She wants to get rid of the Spanish edition of Win98 and replace it with a newer (English) version of Windows, which she has. I’m not sure if the newer version of Windows is ME or 2000.
Anyway, i know that i could probably just put the new Windows disc in the CD and install over the top of the old OS, but i’ve always been under the impression that it’s best in cases like this to format the HD and do a fresh install. Especially when, as in this case, there’s nothing on the HD that she needs to keep.
I’ve done this sort of thing before on a desktop with a floppy drive, but never on a computer that only has a CD drive. Firstly, will it be possible for me to format the HD without having a floppy boot disc? I haven’t used Win98 before. It is possible to get straight to the DOS prompt and type in “format: c”? Also, will the computer have to be able to boot from the CD drive? Anything else i should know about this?
Assuming you can boot the laptop from CD (a pretty safe bet) you should have no problems with a fresh install. The install CD should pop up a query along the lines of “This drive is already formatted in the FAT16 system. Do you wish to reformat in FAT16, FAT32 or NTFS?” At a minimum, go for FAT32.
Forgot to say, that you might need to juggle the boot order in the BIOS - it’s probably set up as HDD, FDD, CD - meaning it looks first at the hard drive for a boot track. If it doesn’t find one, it then looks for a bootable floppy, and if no luck there, looks at the CD-ROM drive.
As you have a live and healthy installation of Windows on the hard drive, you’ll need to set the BIOS to hit the CD first - probably CD, HDD, FDD. On most Dell computers, the Del key brings up the BIOS setup. If not, watch carefully as it boots for a clue, or go to dell.com and search for “latitude c500 bios” and that should bring up the relevant info.
And before you do the clean install, be sure to back up all critical data. Also make a list of all the applications that you’d have to reinstall after the clean install, and check that you have all the CDs of the applications. If you’re reinstalling Windows ME, you will also need drivers for all the devices. Personally, I gave up Win Me long ago and am a happy XP user.
It going to be tedious to format it for ME or 98 without an external floppy. Most C500 and C600’s are 700 Mhz or above. You can do a boot install and format off an XP CD quite easily. Go XP.
You can buy USB floppy drives for 30-40 dollars or so if that’s the way you want to go.
XP takes up a LOT more hard drive space, and hard drive space on laptops is limited.

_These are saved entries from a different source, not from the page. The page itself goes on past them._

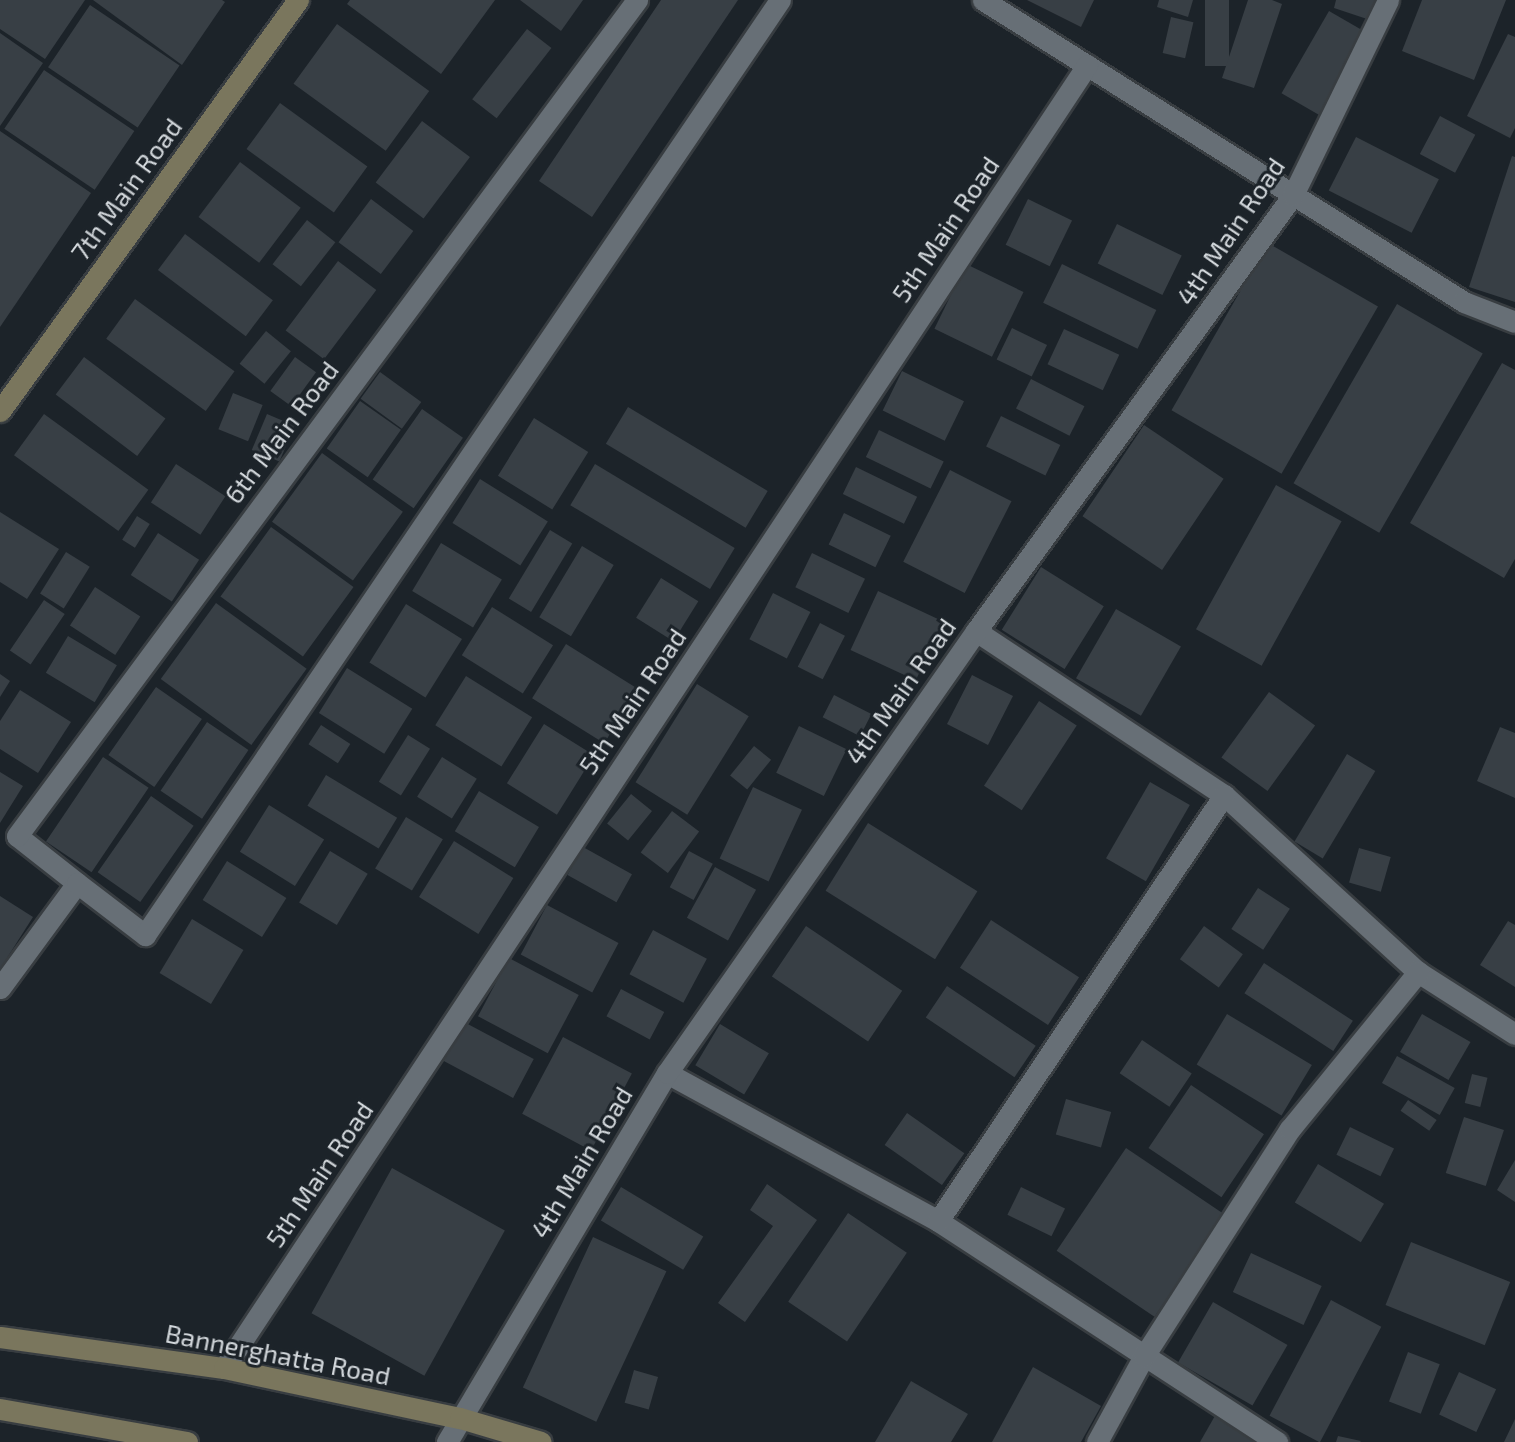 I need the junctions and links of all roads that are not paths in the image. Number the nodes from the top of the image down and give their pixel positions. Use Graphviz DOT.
graph roads {
  1 [pos="298,0"];
  2 [pos="637,0"];
  3 [pos="780,0"];
  4 [pos="983,0"];
  5 [pos="1388,0"];
  6 [pos="1087,65"];
  7 [pos="1293,195"];
  8 [pos="1515,322"];
  9 [pos="3,402"];
  10 [pos="976,631"];
  11 [pos="1224,795"];
  12 [pos="77,883"];
  13 [pos="1418,972"];
  14 [pos="0,988"];
  15 [pos="1515,1034"];
  16 [pos="667,1073"];
  17 [pos="938,1221"];
  18 [pos="0,1337"];
  19 [pos="1144,1356"];
  20 [pos="224,1368"];
  21 [pos="0,1409"];
  22 [pos="460,1418"];
  23 [pos="187,1442"];
  24 [pos="447,1442"];
  25 [pos="541,1442"];
  26 [pos="1097,1442"];
  27 [pos="1277,1442"];
  1 -- 9 [label="main road, 7th Main Road"];
  2 -- 12 [label="street, 6th Main Road"];
  3 -- 12 [label="street"];
  4 -- 6 [label="street"];
  5 -- 7 [label="street, 4th Main Road"];
  6 -- 7 [label="street"];
  6 -- 20 [label="street, 5th Main Road"];
  7 -- 8 [label="street"];
  7 -- 10 [label="street, 4th Main Road"];
  10 -- 11 [label="street"];
  10 -- 16 [label="street, 4th Main Road"];
  11 -- 13 [label="street"];
  11 -- 17 [label="street"];
  12 -- 14 [label="street"];
  13 -- 15 [label="street"];
  13 -- 19 [label="street"];
  16 -- 17 [label="street"];
  16 -- 22 [label="street, 4th Main Road"];
  17 -- 19 [label="street"];
  18 -- 20 [label="main road, Bannerghatta Road"];
  19 -- 26 [label="street"];
  19 -- 27 [label="street"];
  20 -- 22 [label="main road, Bannerghatta Road"];
  21 -- 23 [label="main road"];
  22 -- 24 [label="street, 4th Main Road"];
  22 -- 25 [label="main road, Bannerghatta Road"];
} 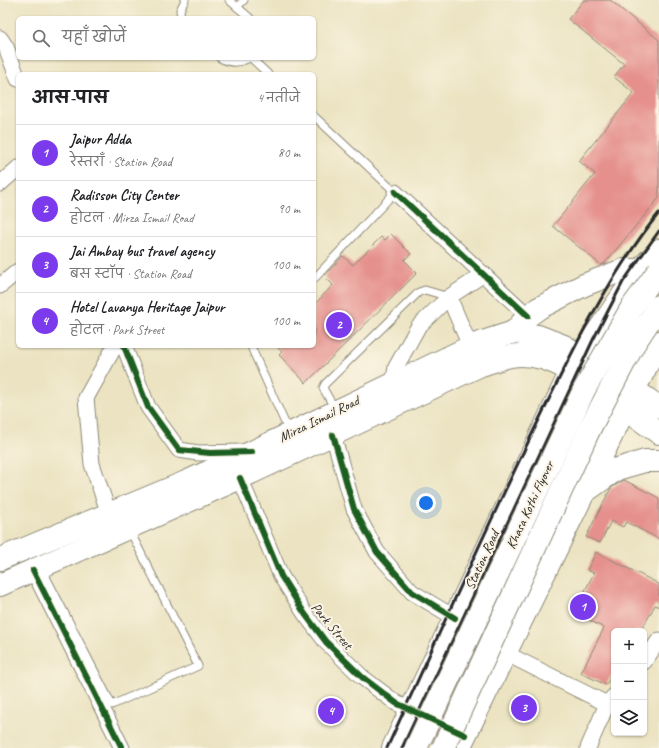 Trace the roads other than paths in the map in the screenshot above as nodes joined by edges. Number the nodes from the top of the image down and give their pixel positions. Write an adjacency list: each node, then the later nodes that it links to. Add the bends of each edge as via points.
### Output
1 (185, 0): 5 (lane)
2 (229, 0): 4 (lane)
3 (244, 0): 4 (lane)
4 (237, 6): 6 (lane)
5 (180, 16)
6 (248, 16)
7 (0, 38): 12 (street)
8 (226, 60): 9 (lane, via 235,63)
9 (246, 60)
10 (253, 60): 11 (lane)
11 (266, 72)
12 (16, 74)
13 (316, 118): 16 (lane)
14 (16, 170): 15 (street)
15 (0, 184)
16 (395, 192): 20 (street); 21 (lane)
17 (659, 250): 18 (main road)
18 (650, 270): 25 (main road, via 622,270 584,285 539,308); 31 (main road, Station Road); 57 (main road, Khasa Kothi Flyover, bridge, via 632,307 584,390)
19 (16, 273): 22 (street)
20 (484, 274): 23 (street); 25 (street)
21 (316, 277)
22 (0, 286)
23 (449, 297): 27 (street); 32 (street, via 418,327 396,367); 35 (lane, via 425,290 419,292 325,384 325,394)
24 (659, 306): 58 (main road, Khasa Kothi Flyover, bridge, via 634,344 590,428)
25 (521, 324): 27 (main road, Mirza Ismail Road); 31 (main road, Mirza Ismail Road, via 538,336 564,346)
26 (659, 342): 33 (main road)
27 (470, 346): 32 (main road, Mirza Ismail Road)
28 (114, 348): 43 (street, via 86,398 92,464)
29 (125, 348): 39 (street, via 148,406 179,450 210,453)
30 (252, 348): 37 (lane)
31 (576, 364): 33 (main road, Mirza Ismail Road); 38 (main road, Mirza Ismail Road, via 556,363 535,356 512,356 481,365); 48 (main road, Station Road)
32 (393, 384): 35 (main road, Mirza Ismail Road)
33 (630, 399): 34 (main road); 36 (main road); 42 (main road)
34 (659, 407)
35 (336, 411): 37 (main road, Mirza Ismail Road)
36 (659, 433)
37 (290, 434): 39 (main road, Mirza Ismail Road)
38 (333, 435): 41 (main road, Mirza Ismail Road); 48 (street, via 354,509 377,552 412,592)
39 (252, 452): 43 (main road, Mirza Ismail Road)
40 (659, 461): 42 (main road, via 645,461 617,469)
41 (240, 478): 44 (main road, Mirza Ismail Road); 53 (street, Park Street, via 281,576 305,614 322,636 362,676 396,703)
42 (584, 492): 50 (main road)
43 (109, 514): 45 (main road, Mirza Ismail Road)
44 (128, 528): 46 (main road, Mirza Ismail Road); 46 (lane, via 198,666 119,702 112,705)
45 (0, 559)
46 (37, 569): 47 (main road, Mirza Ismail Road); 55 (street)
47 (0, 585)
48 (455, 618): 53 (main road, Station Road)
49 (659, 640): 51 (street)
50 (505, 653): 52 (street); 54 (main road)
51 (647, 658)
52 (611, 700): 59 (street)
53 (411, 710): 54 (street, Park Street); 56 (main road, Station Road)
54 (462, 741)
55 (122, 748)
56 (393, 748)
57 (416, 748)
58 (443, 748)
59 (588, 748)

Laptops contain a lot of proprietary hardware, and you will need to be very careful to make sure that drivers for all of the hardware are available before switching to XP (quite often they aren’t available). I upgraded my work laptop to win2k and the sound didn’t work, which I didn’t give two hoots about since I use it for work and not for listening to mp3 files or playing games. The floppy drive on my laptop also doesn’t work reliably under win2k. It occasionally gives an “unknown” error code. When this happens, my only easy way out of it is to reboot into 98, copy the file onto the floppy, and then reboot back into 2k. I left 98 on the drive, with a lot of stuff stripped out, specifically to get around issues like this.
There are 2 product lines of windows. The first is called simply windows, and (excluding the old stuff) is 95, 98, and ME. The other is the NT line, which is NT 4.0, windows 2000, and XP. What gets you into the most compatibility trouble is switching across product lines, so switching 98 to ME is safe, switching 2000 to XP is safe, but switching 98 to 2000 or XP is risky. Both issues that I mentioned above apply equally to windows 2000 as well.
ME is a particularly crappy version of windows. If you have a choice, I’d recommend 98 over ME.
I just did a web search and found a few people selling used Dell Latitudes with windows 2000 installed, so that’s encouraging. Chances are the drivers are all available. XP should work also, since it is very similar to 2000.
No, in the realworld XP runs IE and office apps fine with 128 megs. If you have lots of stuff open switching between apps will be slightly slower than with 256 onboard, but for run of the mill stuff 128 megs is fine.
ECG does makea good point re talking your hard drive capacity. It should be at least 10 - 15 gigs - if you intend on running XP. Most C500’s and C600 should meet that spec. XP runs fine on 700 mhz + class notebooks. If you want to up the memory to 256 megs just in case, memory is fairly cheap.
XP is so much better than Me and 98 you should run it if you meet the realworld hardware minimums for decent performance. These consist of a 700 mhz + CPU, 128 megs of RAM and a 10-15 gig hard disk.
Eh? Just two days ago, I installed Win98 on a brand-new drive (a friend dropped their laptop and physically wrecked the drive) and had no trouble at all installing with a bootable Win98 CD and no floppy. The partition and format took nearly half an hour for a 7 GB drive, but was otherwise mindless.
My only regret is that I didn’t have 98 SE - it was just plain ol’ 98, but it’s better than the “click click, ook … click click, ook” of a crashed drive.